*** INPUT DATA Section Begins ***
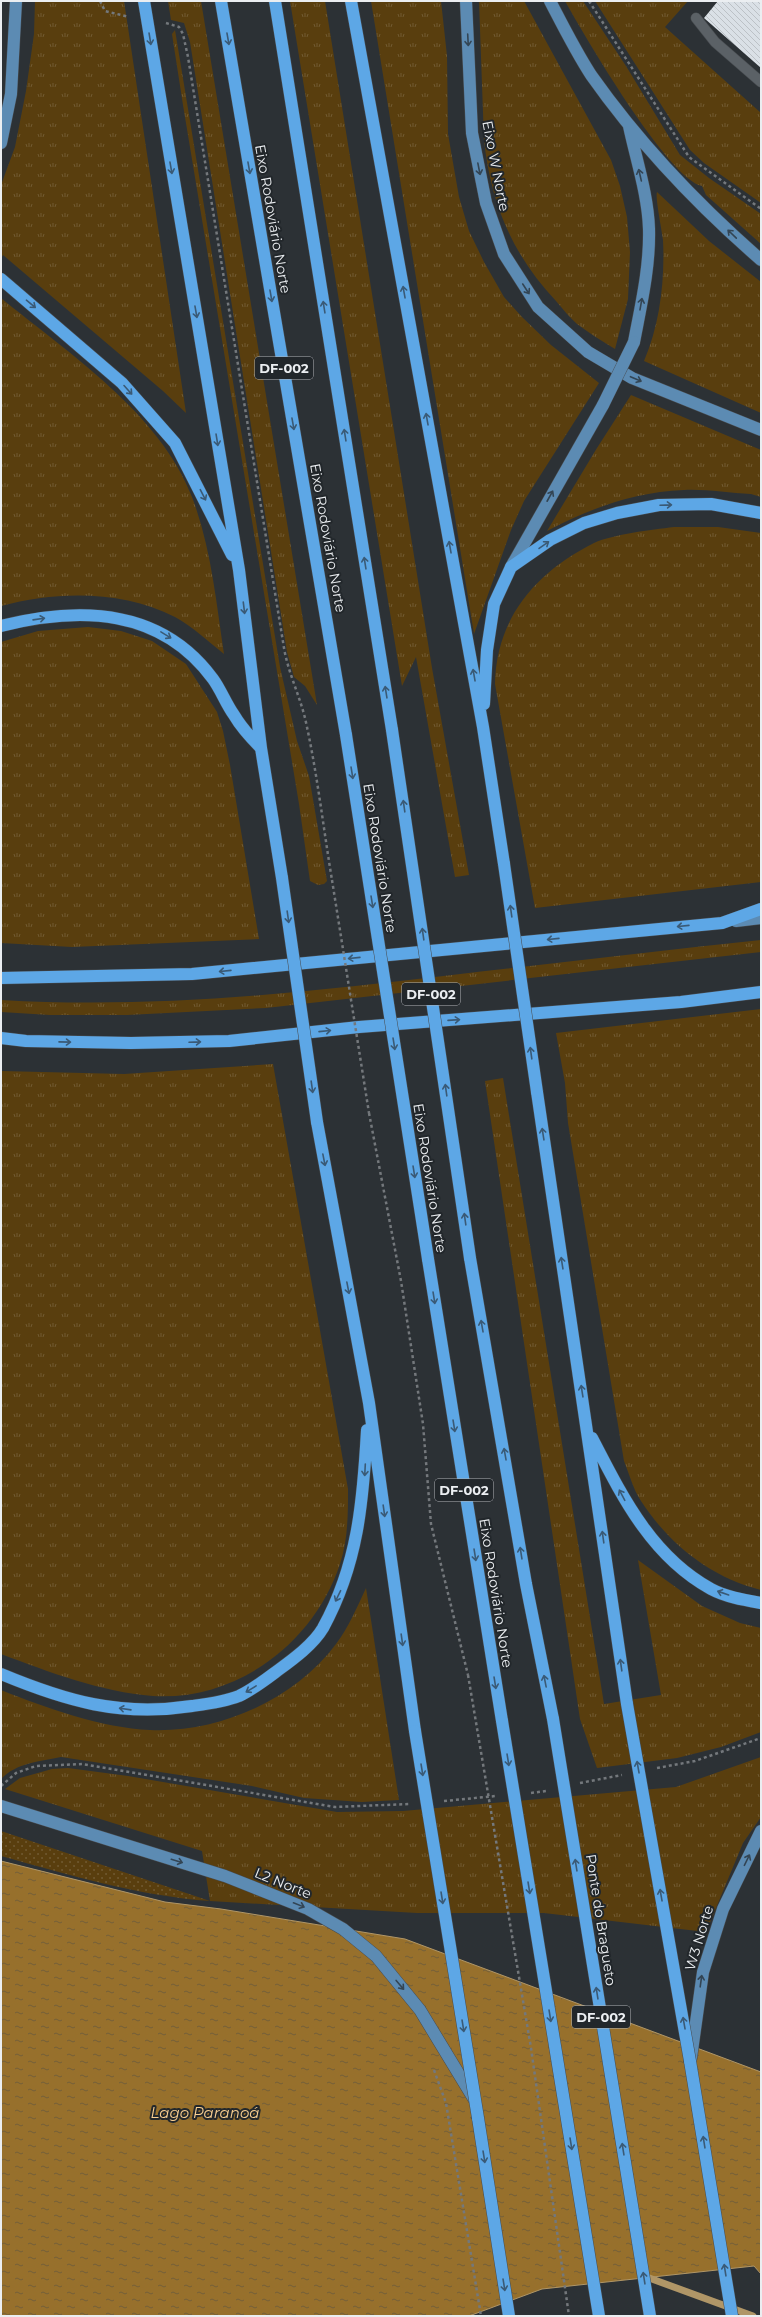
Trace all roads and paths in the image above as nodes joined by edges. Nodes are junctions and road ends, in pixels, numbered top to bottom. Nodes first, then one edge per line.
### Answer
1 (16, 1) edge
2 (100, 1) edge
3 (144, 1) edge
4 (221, 1) edge
5 (275, 1) edge
6 (351, 1) edge
7 (466, 1) edge
8 (550, 1) edge
9 (589, 1) edge
10 (696, 18) dead end
11 (147, 19) junction
12 (761, 82) edge
13 (629, 126) junction
14 (1, 143) edge
15 (761, 209) edge
16 (761, 260) edge
17 (1, 279) edge
18 (761, 430) edge
19 (761, 513) edge
20 (511, 567) junction
21 (239, 570) junction
22 (1, 626) edge
23 (483, 727) junction
24 (261, 748) junction
25 (761, 909) edge
26 (761, 918) edge
27 (722, 922) junction
28 (1, 978) edge
29 (761, 992) edge
30 (1, 1038) edge
31 (26, 1041) junction
32 (1, 1044) edge
33 (369, 1403) junction
34 (588, 1430) junction
35 (761, 1603) edge
36 (1, 1674) edge
37 (552, 1719) joint
38 (761, 1738) edge
39 (656, 1768) dead end
40 (625, 1774) dead end
41 (572, 1785) dead end
42 (1, 1786) edge
43 (551, 1790) dead end
44 (529, 1793) dead end
45 (499, 1796) dead end
46 (439, 1801) dead end
47 (416, 1803) dead end
48 (1, 1806) edge
49 (761, 1831) edge
50 (690, 2061) junction
51 (433, 2068) dead end
52 (475, 2100) junction
53 (731, 2312) edge
54 (509, 2314) edge
55 (481, 2316) edge
56 (569, 2316) edge
57 (599, 2316) edge
58 (650, 2316) edge

1 - 14 main road
2 - 11 path
3 - 11 highway
4 -> 57 highway, Eixo Rodoviário Norte / DF-002, bridge
37 -> 5 highway, Eixo Rodoviário Norte / DF-002, bridge
23 -> 6 highway
7 -> 18 main road, Eixo W Norte
8 - 13 main road
9 - 15 path
10 - 12 lane
11 -> 21 highway
11 - 56 path, bridge
16 -> 13 main road
20 -> 13 main road, bridge
17 -> 21 highway
20 -> 19 highway
20 - 23 highway
21 -> 24 highway
22 -> 24 highway
34 -> 23 highway, bridge
24 -> 33 highway, bridge
25 - 27 highway
26 - 27 main road
27 -> 28 highway
31 -> 29 highway
30 - 31 highway
31 - 32 highway
33 -> 36 highway
33 -> 52 highway, bridge
35 -> 34 highway
50 -> 34 highway, bridge
58 -> 37 highway, Ponte do Bragueto / DF-002, bridge
38 - 39 path
40 - 41 path
42 - 47 path
43 - 44 path
45 - 46 path
48 -> 52 main road, L2 Norte
50 -> 49 main road, W3 Norte
53 -> 50 highway
51 - 55 path
52 -> 54 highway, bridge

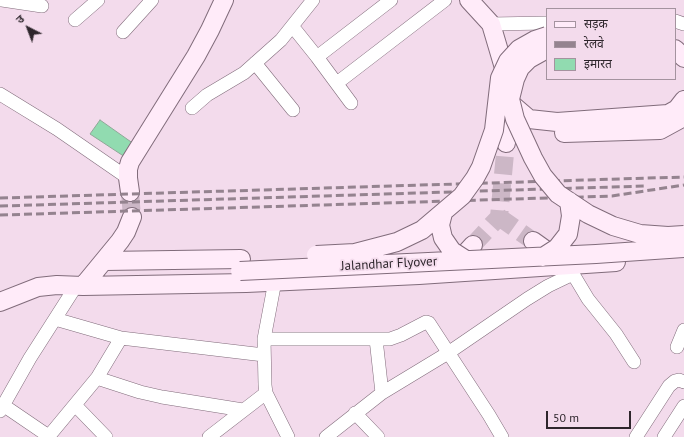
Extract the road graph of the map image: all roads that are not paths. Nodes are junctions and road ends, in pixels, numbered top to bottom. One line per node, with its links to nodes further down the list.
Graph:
1 (2, 0): 9 (street)
2 (98, 0): 11 (street)
3 (152, 0): 15 (street)
4 (224, 0): 30 (main road)
5 (313, 0): 14 (street)
6 (390, 0): 19 (street)
7 (446, 0): 22 (street)
8 (469, 0): 13 (main road)
9 (21, 1): 10 (street)
10 (42, 6)
11 (75, 20)
12 (546, 23): 13 (street)
13 (491, 24): 25 (main road)
14 (293, 27): 19 (street); 21 (street)
15 (124, 32)
16 (546, 36): 32 (main road, Jalandhar Flyover, bridge)
17 (546, 50): 31 (main road, bridge)
18 (676, 50): 20 (main road)
19 (317, 57): 22 (street)
20 (684, 58)
21 (255, 63): 27 (street); 28 (street)
22 (337, 83): 26 (street)
23 (0, 94): 30 (street)
24 (684, 100): 29 (main road)
25 (508, 101): 29 (main road); 29 (main road)
26 (350, 103)
27 (192, 108)
28 (293, 110)
29 (676, 116)
30 (129, 185)
31 (568, 201): 34 (main road, bridge); 38 (main road, bridge)
32 (443, 213): 37 (main road, bridge); 41 (main road, Jalandhar Flyover, bridge)
33 (132, 217): 40 (main road)
34 (684, 235)
35 (533, 241): 42 (main road)
36 (684, 248): 38 (main road, Jalandhar Flyover, bridge)
37 (469, 253): 38 (main road, Jalandhar Flyover, bridge); 41 (main road, Jalandhar Flyover, bridge); 43 (main road)
38 (543, 257)
39 (684, 257): 42 (main road)
40 (105, 261): 41 (main road, Jalandhar Flyover); 45 (main road)
41 (241, 265): 45 (main road, Jalandhar Flyover)
42 (570, 268): 43 (main road); 53 (street); 55 (street)
43 (447, 273): 44 (main road)
44 (275, 281): 45 (main road); 50 (street)
45 (84, 282): 46 (main road); 47 (street)
46 (0, 302)
47 (55, 319): 49 (street); 60 (street)
48 (684, 330): 52 (street)
49 (121, 338): 54 (street); 56 (street)
50 (264, 339): 51 (street); 54 (street)
51 (376, 339): 53 (street); 59 (street)
52 (677, 346)
53 (448, 353): 59 (street); 71 (street)
54 (264, 355): 58 (street)
55 (634, 362)
56 (97, 378): 61 (street); 63 (street)
57 (684, 382): 72 (street)
58 (266, 393): 63 (street); 68 (street)
59 (382, 393): 64 (street)
60 (2, 404): 65 (street)
61 (75, 405): 65 (street); 66 (street)
62 (684, 406): 73 (street)
63 (243, 410): 67 (street)
64 (355, 413): 69 (street); 70 (street)
65 (44, 435)
66 (106, 437)
67 (209, 437)
68 (288, 437)
69 (326, 437)
70 (378, 437)
71 (502, 437)
72 (636, 437)
73 (664, 437)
*** INPUT DATA Section Ends ***
# WORK INSTRUCTIONS
Give the entries above again word for word, without the pictures.

# EXERCISE SOLUTION
Trace all roads and paths in the image above as nodes joined by edges. Nodes are junctions and road ends, in pixels, numbered top to bottom. Nodes first, then one edge per line.
### Answer
1 (16, 1) edge
2 (100, 1) edge
3 (144, 1) edge
4 (221, 1) edge
5 (275, 1) edge
6 (351, 1) edge
7 (466, 1) edge
8 (550, 1) edge
9 (589, 1) edge
10 (696, 18) dead end
11 (147, 19) junction
12 (761, 82) edge
13 (629, 126) junction
14 (1, 143) edge
15 (761, 209) edge
16 (761, 260) edge
17 (1, 279) edge
18 (761, 430) edge
19 (761, 513) edge
20 (511, 567) junction
21 (239, 570) junction
22 (1, 626) edge
23 (483, 727) junction
24 (261, 748) junction
25 (761, 909) edge
26 (761, 918) edge
27 (722, 922) junction
28 (1, 978) edge
29 (761, 992) edge
30 (1, 1038) edge
31 (26, 1041) junction
32 (1, 1044) edge
33 (369, 1403) junction
34 (588, 1430) junction
35 (761, 1603) edge
36 (1, 1674) edge
37 (552, 1719) joint
38 (761, 1738) edge
39 (656, 1768) dead end
40 (625, 1774) dead end
41 (572, 1785) dead end
42 (1, 1786) edge
43 (551, 1790) dead end
44 (529, 1793) dead end
45 (499, 1796) dead end
46 (439, 1801) dead end
47 (416, 1803) dead end
48 (1, 1806) edge
49 (761, 1831) edge
50 (690, 2061) junction
51 (433, 2068) dead end
52 (475, 2100) junction
53 (731, 2312) edge
54 (509, 2314) edge
55 (481, 2316) edge
56 (569, 2316) edge
57 (599, 2316) edge
58 (650, 2316) edge

1 - 14 main road
2 - 11 path
3 - 11 highway
4 -> 57 highway, Eixo Rodoviário Norte / DF-002, bridge
37 -> 5 highway, Eixo Rodoviário Norte / DF-002, bridge
23 -> 6 highway
7 -> 18 main road, Eixo W Norte
8 - 13 main road
9 - 15 path
10 - 12 lane
11 -> 21 highway
11 - 56 path, bridge
16 -> 13 main road
20 -> 13 main road, bridge
17 -> 21 highway
20 -> 19 highway
20 - 23 highway
21 -> 24 highway
22 -> 24 highway
34 -> 23 highway, bridge
24 -> 33 highway, bridge
25 - 27 highway
26 - 27 main road
27 -> 28 highway
31 -> 29 highway
30 - 31 highway
31 - 32 highway
33 -> 36 highway
33 -> 52 highway, bridge
35 -> 34 highway
50 -> 34 highway, bridge
58 -> 37 highway, Ponte do Bragueto / DF-002, bridge
38 - 39 path
40 - 41 path
42 - 47 path
43 - 44 path
45 - 46 path
48 -> 52 main road, L2 Norte
50 -> 49 main road, W3 Norte
53 -> 50 highway
51 - 55 path
52 -> 54 highway, bridge

Extract the road graph of the map image: all roads that are not paths. Nodes are junctions and road ends, in pixels, numbered top to bottom. One line per node, with its links to nodes further down the list.
Graph:
1 (2, 0): 9 (street)
2 (98, 0): 11 (street)
3 (152, 0): 15 (street)
4 (224, 0): 30 (main road)
5 (313, 0): 14 (street)
6 (390, 0): 19 (street)
7 (446, 0): 22 (street)
8 (469, 0): 13 (main road)
9 (21, 1): 10 (street)
10 (42, 6)
11 (75, 20)
12 (546, 23): 13 (street)
13 (491, 24): 25 (main road)
14 (293, 27): 19 (street); 21 (street)
15 (124, 32)
16 (546, 36): 32 (main road, Jalandhar Flyover, bridge)
17 (546, 50): 31 (main road, bridge)
18 (676, 50): 20 (main road)
19 (317, 57): 22 (street)
20 (684, 58)
21 (255, 63): 27 (street); 28 (street)
22 (337, 83): 26 (street)
23 (0, 94): 30 (street)
24 (684, 100): 29 (main road)
25 (508, 101): 29 (main road); 29 (main road)
26 (350, 103)
27 (192, 108)
28 (293, 110)
29 (676, 116)
30 (129, 185)
31 (568, 201): 34 (main road, bridge); 38 (main road, bridge)
32 (443, 213): 37 (main road, bridge); 41 (main road, Jalandhar Flyover, bridge)
33 (132, 217): 40 (main road)
34 (684, 235)
35 (533, 241): 42 (main road)
36 (684, 248): 38 (main road, Jalandhar Flyover, bridge)
37 (469, 253): 38 (main road, Jalandhar Flyover, bridge); 41 (main road, Jalandhar Flyover, bridge); 43 (main road)
38 (543, 257)
39 (684, 257): 42 (main road)
40 (105, 261): 41 (main road, Jalandhar Flyover); 45 (main road)
41 (241, 265): 45 (main road, Jalandhar Flyover)
42 (570, 268): 43 (main road); 53 (street); 55 (street)
43 (447, 273): 44 (main road)
44 (275, 281): 45 (main road); 50 (street)
45 (84, 282): 46 (main road); 47 (street)
46 (0, 302)
47 (55, 319): 49 (street); 60 (street)
48 (684, 330): 52 (street)
49 (121, 338): 54 (street); 56 (street)
50 (264, 339): 51 (street); 54 (street)
51 (376, 339): 53 (street); 59 (street)
52 (677, 346)
53 (448, 353): 59 (street); 71 (street)
54 (264, 355): 58 (street)
55 (634, 362)
56 (97, 378): 61 (street); 63 (street)
57 (684, 382): 72 (street)
58 (266, 393): 63 (street); 68 (street)
59 (382, 393): 64 (street)
60 (2, 404): 65 (street)
61 (75, 405): 65 (street); 66 (street)
62 (684, 406): 73 (street)
63 (243, 410): 67 (street)
64 (355, 413): 69 (street); 70 (street)
65 (44, 435)
66 (106, 437)
67 (209, 437)
68 (288, 437)
69 (326, 437)
70 (378, 437)
71 (502, 437)
72 (636, 437)
73 (664, 437)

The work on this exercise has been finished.